GÖTEBORG – Terza vittoria in tre partite per l'Italia agli Europei Femminili 2026 e ritorno in campo per Sarah Fahr, tenuta a riposo nella gara precedente contro il Montenegro.
La centrale azzurra chiarisce subito che dietro quella scelta non c'era alcun problema particolare, ma una semplice gestione dei carichi.
"L'Europeo è lungo e quindi è stato giusto riposare. Avevamo anche caricato un po' con i pesi, perciò è stato utile fermarsi e rimanere in forma per tutto il resto della competizione".
Contro la Svezia, Fahr ha ritrovato il campo in una partita nella quale l'Italia ha dovuto gestire anche qualche momento meno semplice. "Sono contenta della vittoria. Ci hanno messo un po' in difficoltà in alcune situazioni. All'inizio ho fatto un po' fatica anche io a muro, però ci sta: sono le prime partite e c'è sempre un po' di emozione. Bisogna rimanere tranquille, anche se si vuole sempre dare il massimo".
"Un palazzetto pieno crea un ambiente magico"
Uno degli elementi che ha colpito maggiormente Fahr è stato il pubblico presente sugli spalti di Göteborg. "Per me è sempre bello vedere un palazzetto pieno, perché significa che il nostro movimento sta andando alla grande".
La centrale sottolinea anche il lavoro fatto dalla Svezia per organizzare l'evento. "Sono contenta per loro. Isabelle Haak mi aveva detto che tenevano tantissimo a organizzare questo torneo nel migliore dei modi e si vede: sono riusciti a portare tantissime persone al palazzetto".
Per Fahr, il pubblico numeroso rappresenta un valore anche per la squadra ospite. "Quando il palazzetto è pieno è bello sia per la squadra di casa sia per quella avversaria.
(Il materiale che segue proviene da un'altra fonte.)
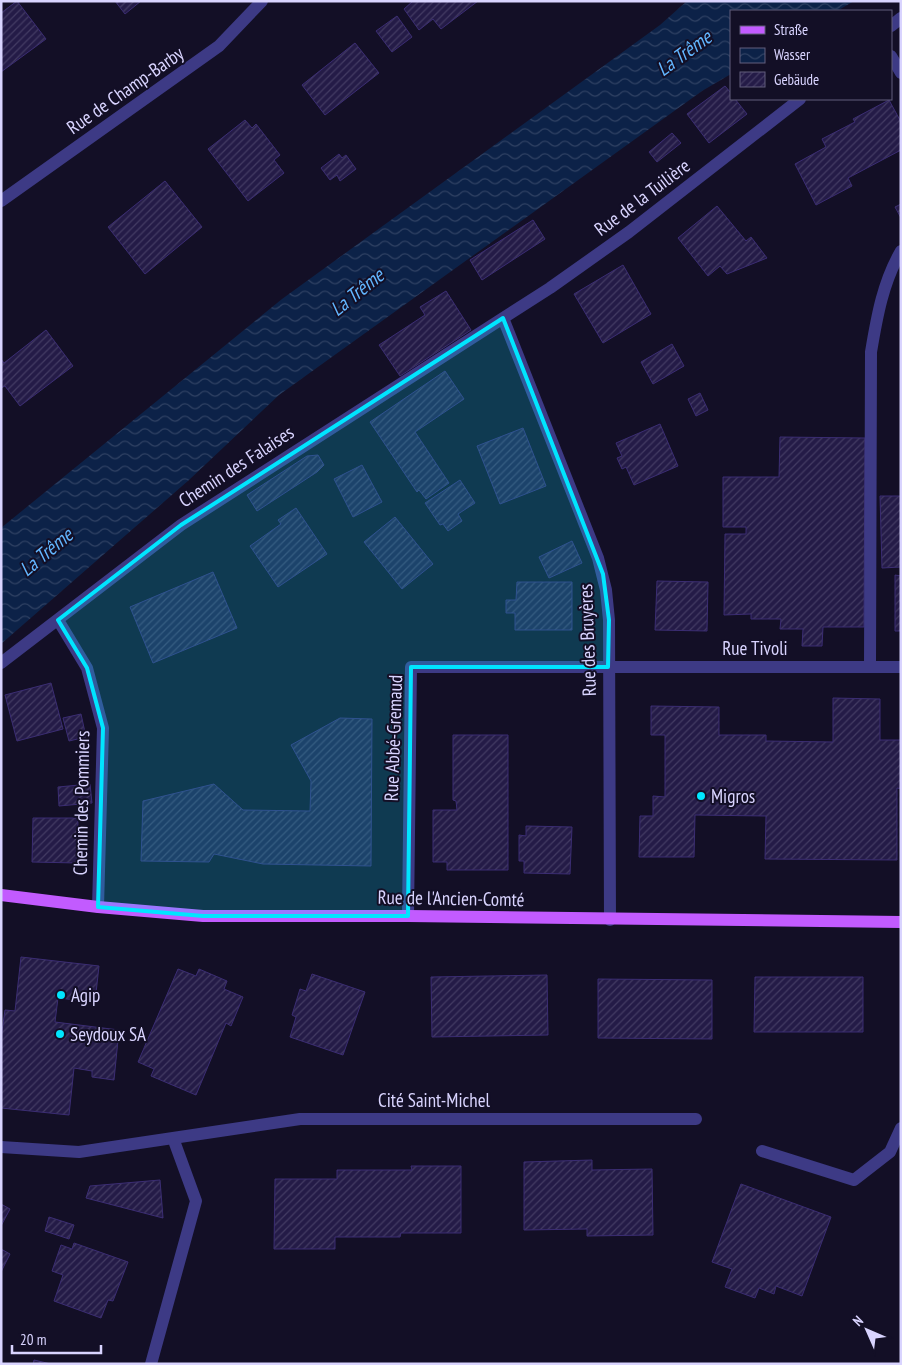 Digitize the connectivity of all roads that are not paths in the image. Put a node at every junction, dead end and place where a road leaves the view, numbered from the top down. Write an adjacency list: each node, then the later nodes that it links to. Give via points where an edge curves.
1 (262, 1): 2 (street, Rue de Champ-Barby)
2 (249, 6): 6 (street, Rue de Champ-Barby, via 219,46)
3 (892, 58): 4 (street)
4 (901, 73)
5 (799, 100): 8 (street, Rue de la Tuilière, via 629,232)
6 (1, 201)
7 (901, 251): 12 (street, via 889,271 871,352)
8 (503, 318): 9 (street, Chemin des Falaises, via 181,525); 11 (street, Rue des Bruyères, via 603,574 609,620)
9 (58, 620): 10 (street, Chemin des Falaises); 15 (street, Chemin des Pommiers, via 87,668 103,728)
10 (1, 663)
11 (608, 667): 12 (street, Rue Tivoli); 16 (street, Rue Abbé-Gremaud, via 411,667); 17 (street, Rue des Bruyères)
12 (870, 667): 13 (street, Rue Tivoli)
13 (901, 667)
14 (1, 895): 15 (main road, Rue de l'Ancien-Comté)
15 (98, 907): 16 (main road, Rue de l'Ancien-Comté, via 203,916)
16 (408, 916): 17 (main road, Rue de l'Ancien-Comté)
17 (610, 920): 18 (main road, Rue de l'Ancien-Comté)
18 (901, 922)
19 (696, 1119): 21 (street, Cité Saint-Michel, via 300,1119)
20 (901, 1128): 23 (street, via 890,1152 854,1180)
21 (173, 1138): 22 (street, Cité Saint-Michel, via 79,1152); 24 (street, via 196,1201)
22 (1, 1147)
23 (762, 1151)
24 (151, 1364)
Si crea quell'ambiente magico nel quale a tutte noi piace giocare".
La sfida con Isabelle Haak
Tra i motivi di interesse della partita c'era anche il confronto con Isabelle Haak, compagna di club di Fahr a Conegliano. "Giocare contro Isabelle è sempre molto divertente. Sono grata di averla normalmente dalla mia parte e di non doverci giocare contro ogni volta".
Fahr racconta anche con ironia uno scambio particolarmente acceso sotto rete. "Per me lei è fortissima, incredibile. Su una palla mi avevano detto di aspettarmi il pallonetto e invece è arrivata una botta fortissima. Mi rifarò a Conegliano".
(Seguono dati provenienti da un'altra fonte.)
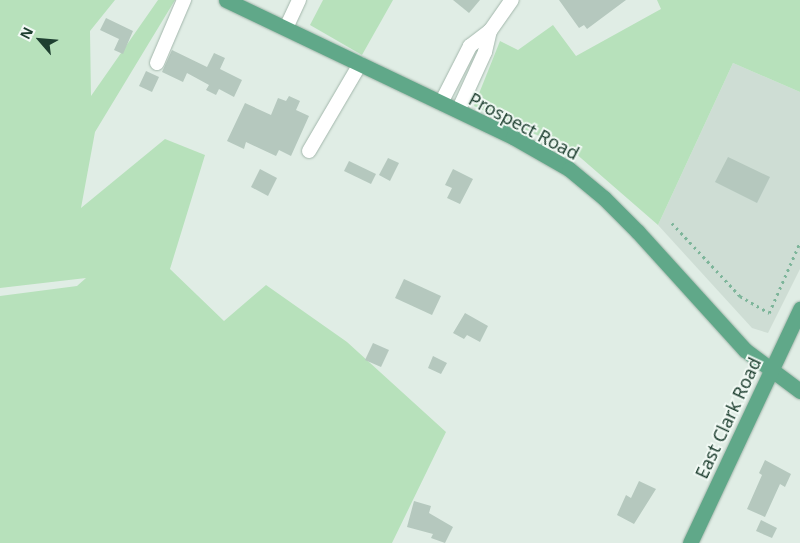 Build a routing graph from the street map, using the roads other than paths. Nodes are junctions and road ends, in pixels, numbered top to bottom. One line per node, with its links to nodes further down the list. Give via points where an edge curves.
1 (184, 0): 7 (street)
2 (226, 0): 5 (main road, Prospect Road)
3 (299, 0): 5 (street)
4 (512, 0): 6 (street)
5 (286, 28): 8 (main road, Prospect Road)
6 (490, 31): 9 (street, via 470,46); 10 (street, via 485,52)
7 (157, 63)
8 (360, 64): 9 (main road, Prospect Road); 11 (street)
9 (440, 103): 10 (main road, Prospect Road)
10 (458, 111): 13 (main road, Prospect Road, via 545,155 604,198 745,350)
11 (309, 151)
12 (800, 309): 13 (main road, East Clark Road)
13 (770, 371): 14 (main road, Prospect Road); 15 (main road, East Clark Road)
14 (800, 391)
15 (690, 543)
"La lunghezza del torneo non mi preoccupa"
Tre partite in tre giorni, un giorno di riposo e poi di nuovo un calendario fitto. La gestione fisica sarà uno dei temi centrali del torneo, ma Fahr non sembra particolarmente preoccupata. "La lunghezza dell'Europeo non mi preoccupa. Siamo abituate alla VNL e a ritmi pazzeschi, quindi non è una novità".
Nemmeno gli spostamenti vengono considerati un possibile alibi. "Non mi preoccupa neanche il fatto di doverci spostare. Credo che siamo ben focalizzate sull'obiettivo e iniziare a darci delle scuse per queste cose non avrebbe assolutamente senso".
La linea resta quella indicata quotidianamente da Julio Velasco. "Dobbiamo stare lì con la testa, partita per partita, come dice Julio. E basta".
Le letture regalate da Velasco
Nel finale c'è spazio anche per un aspetto più leggero della vita del gruppo azzurro: i libri regalati dal Ct alle giocatrici.
"Julio ci ha detto tante volte che non è un compito scolastico e che ognuna può leggerli quando vuole. Io ne ho già finito uno e adesso sto leggendo Open. Poi riprenderò anche l'altro che mi ha regalato".
Un modo per alternare letture diverse durante le giornate del torneo. "Sto alternando qualcosa di un po' più impegnativo a letture più leggere. Si va avanti così".